Весь отпуск мы с Таней никуда не ходили, посвящая все время Светланке. Не поехал я и в Харьков, потому что отныне мой дом переместился туда, где жила моя маленькая семья — пока неважно, со мной или без меня. Ведь теперь главной задачей стало воссоединение с семьей. И уже не было никаких сомнений, что это невозможно без моего увольнения из армии.
Путь, который прошел Саша, давал надежду. Почва для моего увольнения практически была готова. Чтобы вызвать нужную реакцию, требовалось только найти инициатор.
И меня вдруг осенило. Ведь, кому ни адресовал свои проблемы, мое обращение непременно передавали в министерство обороны. А далее, по отлаженной цепочке, оно попадало к лейтенанту Макарову, действующему заранее предписанным образом. Разомкнуть этот порочный круг можно единственным способом — обращение по моему вопросу должно исходить не от меня.
А разве не может, допустим, жена обратиться к кому угодно по вопросу защиты своей семьи, проблемы которой могут быть решены, только если ее муж будет уволен из армии?
И мы с Таней написали такое письмо Генеральному секретарю ЦК КПСС Л.И. Брежневу, и в последнюю неделю моего отпуска отправили его от ее имени.
Из Москвы я уезжал с надеждой. И еще мы договорились с Таней, что она больше не будет навещать меня, оставляя Светланку с бабушкой. Да она и сама уже поняла, что, вряд ли сможет уехать от дочери больше, чем на неделю.

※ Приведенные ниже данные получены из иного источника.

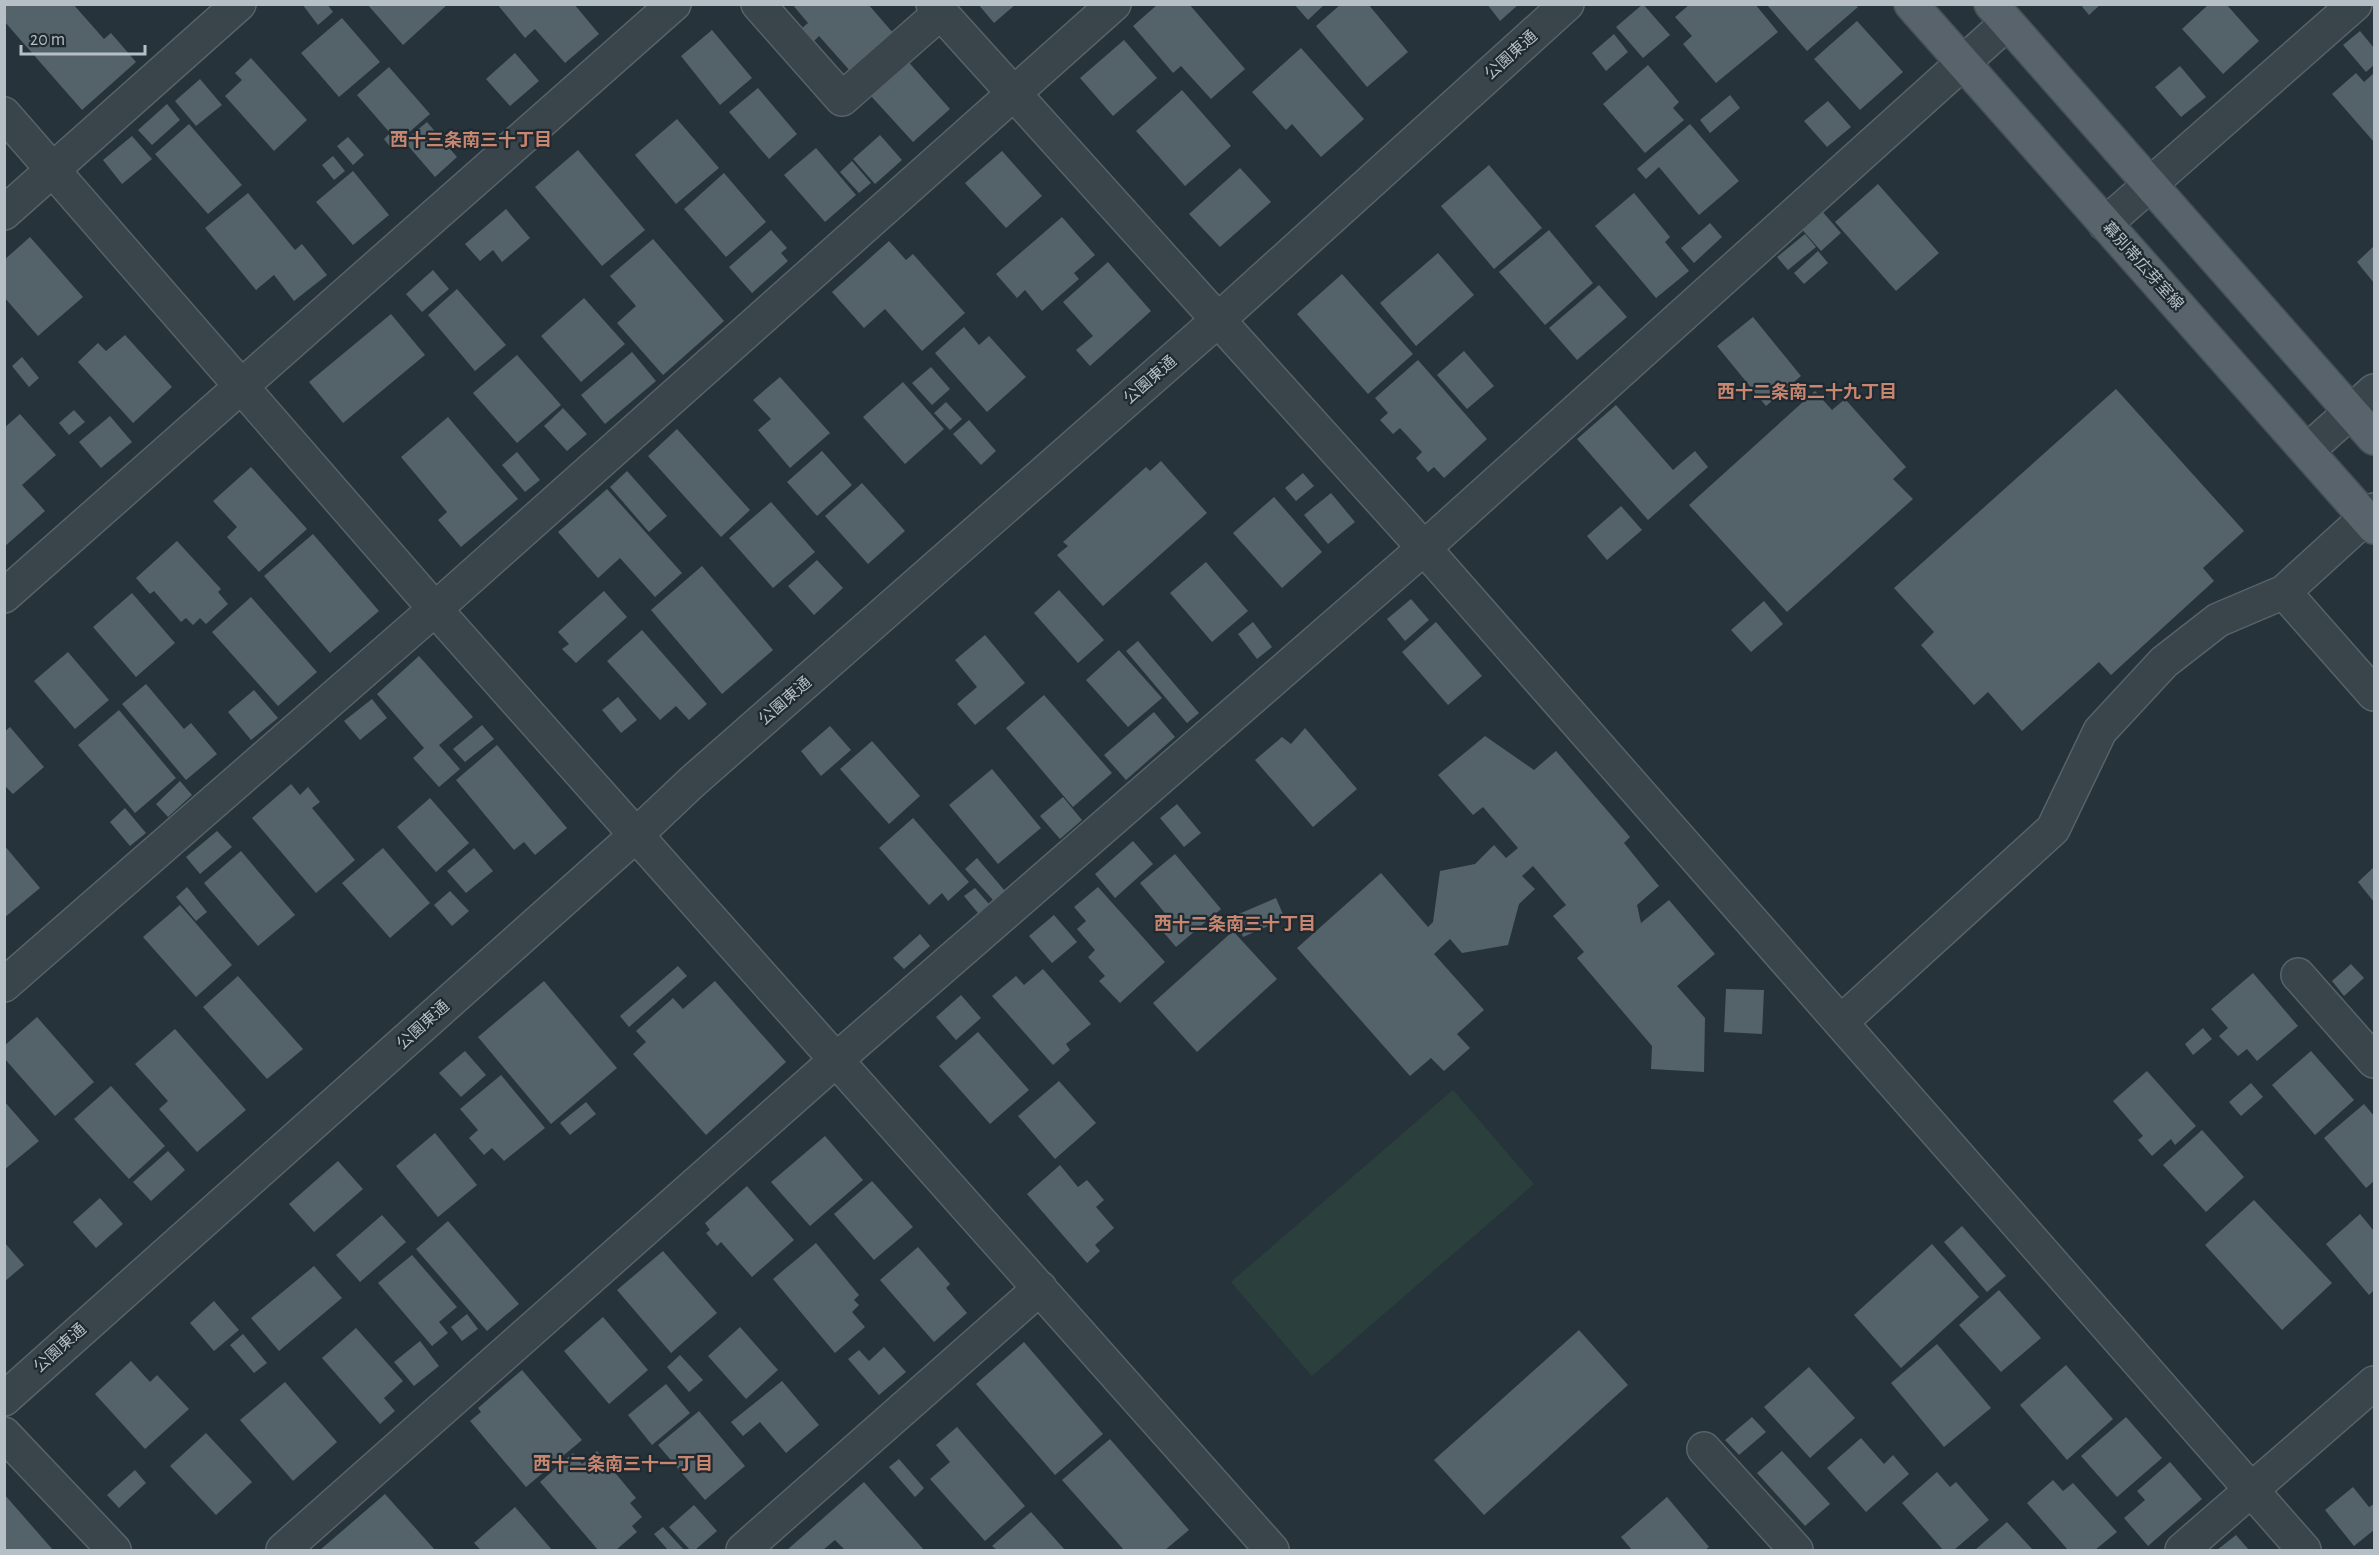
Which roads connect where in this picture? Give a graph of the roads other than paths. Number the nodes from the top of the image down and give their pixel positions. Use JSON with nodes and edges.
{"nodes":[{"id":1,"x":239,"y":4,"type":"edge"},
{"id":2,"x":674,"y":4,"type":"edge"},
{"id":3,"x":758,"y":4,"type":"edge"},
{"id":4,"x":1114,"y":4,"type":"edge"},
{"id":5,"x":1567,"y":4,"type":"edge"},
{"id":6,"x":1911,"y":4,"type":"edge"},
{"id":7,"x":2355,"y":4,"type":"edge"},
{"id":8,"x":936,"y":9,"type":"edge"},
{"id":9,"x":1999,"y":14,"type":"edge"},
{"id":10,"x":1962,"y":63,"type":"junction"},
{"id":11,"x":1013,"y":95,"type":"junction"},
{"id":12,"x":4,"y":114,"type":"edge"},
{"id":13,"x":54,"y":170,"type":"junction"},
{"id":14,"x":2150,"y":184,"type":"junction"},
{"id":15,"x":4,"y":213,"type":"edge"},
{"id":16,"x":2105,"y":224,"type":"junction"},
{"id":17,"x":1218,"y":320,"type":"junction"},
{"id":18,"x":242,"y":387,"type":"junction"},
{"id":19,"x":2363,"y":402,"type":"edge"},
{"id":20,"x":2374,"y":438,"type":"edge"},
{"id":21,"x":2308,"y":450,"type":"junction"},
{"id":22,"x":2372,"y":518,"type":"edge"},
{"id":23,"x":1424,"y":548,"type":"junction"},
{"id":24,"x":2284,"y":592,"type":"junction"},
{"id":25,"x":5,"y":594,"type":"edge"},
{"id":26,"x":435,"y":609,"type":"junction"},
{"id":27,"x":2374,"y":694,"type":"edge"},
{"id":28,"x":636,"y":835,"type":"junction"},
{"id":29,"x":2298,"y":975,"type":"dead end"},
{"id":30,"x":4,"y":985,"type":"edge"},
{"id":31,"x":1841,"y":1022,"type":"junction"},
{"id":32,"x":836,"y":1060,"type":"junction"},
{"id":33,"x":2374,"y":1061,"type":"edge"},
{"id":34,"x":1040,"y":1288,"type":"junction"},
{"id":35,"x":2374,"y":1383,"type":"edge"},
{"id":36,"x":4,"y":1399,"type":"edge"},
{"id":37,"x":4,"y":1434,"type":"edge"},
{"id":38,"x":1704,"y":1449,"type":"dead end"},
{"id":39,"x":2253,"y":1490,"type":"junction"},
{"id":40,"x":1258,"y":1546,"type":"edge"},
{"id":41,"x":114,"y":1551,"type":"edge"},
{"id":42,"x":283,"y":1551,"type":"edge"},
{"id":43,"x":743,"y":1551,"type":"edge"},
{"id":44,"x":1796,"y":1551,"type":"edge"},
{"id":45,"x":2182,"y":1551,"type":"edge"},
{"id":46,"x":2304,"y":1551,"type":"edge"}],
"edges":[{"from":1,"to":13,"type":"street"},
{"from":2,"to":18,"type":"street"},
{"from":3,"to":8,"type":"street"},
{"from":4,"to":11,"type":"street"},
{"from":5,"to":17,"type":"street","name":"公園東通"},
{"from":6,"to":10,"type":"main road","name":"幕別帯広芽室線"},
{"from":7,"to":14,"type":"street"},
{"from":8,"to":11,"type":"street"},
{"from":9,"to":10,"type":"street"},
{"from":9,"to":14,"type":"main road"},
{"from":10,"to":16,"type":"main road","name":"幕別帯広芽室線"},
{"from":10,"to":23,"type":"street"},
{"from":11,"to":17,"type":"street"},
{"from":11,"to":26,"type":"street"},
{"from":12,"to":13,"type":"street"},
{"from":13,"to":15,"type":"street"},
{"from":13,"to":18,"type":"street"},
{"from":14,"to":16,"type":"street"},
{"from":14,"to":19,"type":"main road"},
{"from":16,"to":21,"type":"main road","name":"幕別帯広芽室線"},
{"from":17,"to":23,"type":"street"},
{"from":17,"to":28,"type":"street","name":"公園東通"},
{"from":18,"to":25,"type":"street"},
{"from":18,"to":26,"type":"street"},
{"from":19,"to":20,"type":"main road"},
{"from":19,"to":21,"type":"street"},
{"from":21,"to":22,"type":"main road","name":"幕別帯広芽室線"},
{"from":22,"to":24,"type":"street"},
{"from":23,"to":31,"type":"street"},
{"from":23,"to":32,"type":"street"},
{"from":24,"to":27,"type":"street"},
{"from":24,"to":31,"type":"street"},
{"from":26,"to":28,"type":"street"},
{"from":26,"to":30,"type":"street"},
{"from":28,"to":32,"type":"street"},
{"from":28,"to":36,"type":"street","name":"公園東通"},
{"from":29,"to":33,"type":"street"},
{"from":31,"to":39,"type":"street"},
{"from":32,"to":34,"type":"street"},
{"from":32,"to":42,"type":"street"},
{"from":34,"to":40,"type":"street"},
{"from":34,"to":43,"type":"street"},
{"from":35,"to":39,"type":"street"},
{"from":37,"to":41,"type":"street"},
{"from":38,"to":44,"type":"street"},
{"from":39,"to":45,"type":"street"},
{"from":39,"to":46,"type":"street"}]}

И вот я вновь вернулся на службу. Меньше, чем через год я уеду отсюда офицером запаса. Но, пока даже не представлял, что меня ждет впереди. Мое будущее по-прежнему было неопределенным.
Меня ждало письмо от Саши. Он, как всегда с юмором, рассказывал, как устраивался на работу в институт космических исследований. Я же заново изучал жизнь на «гражданке».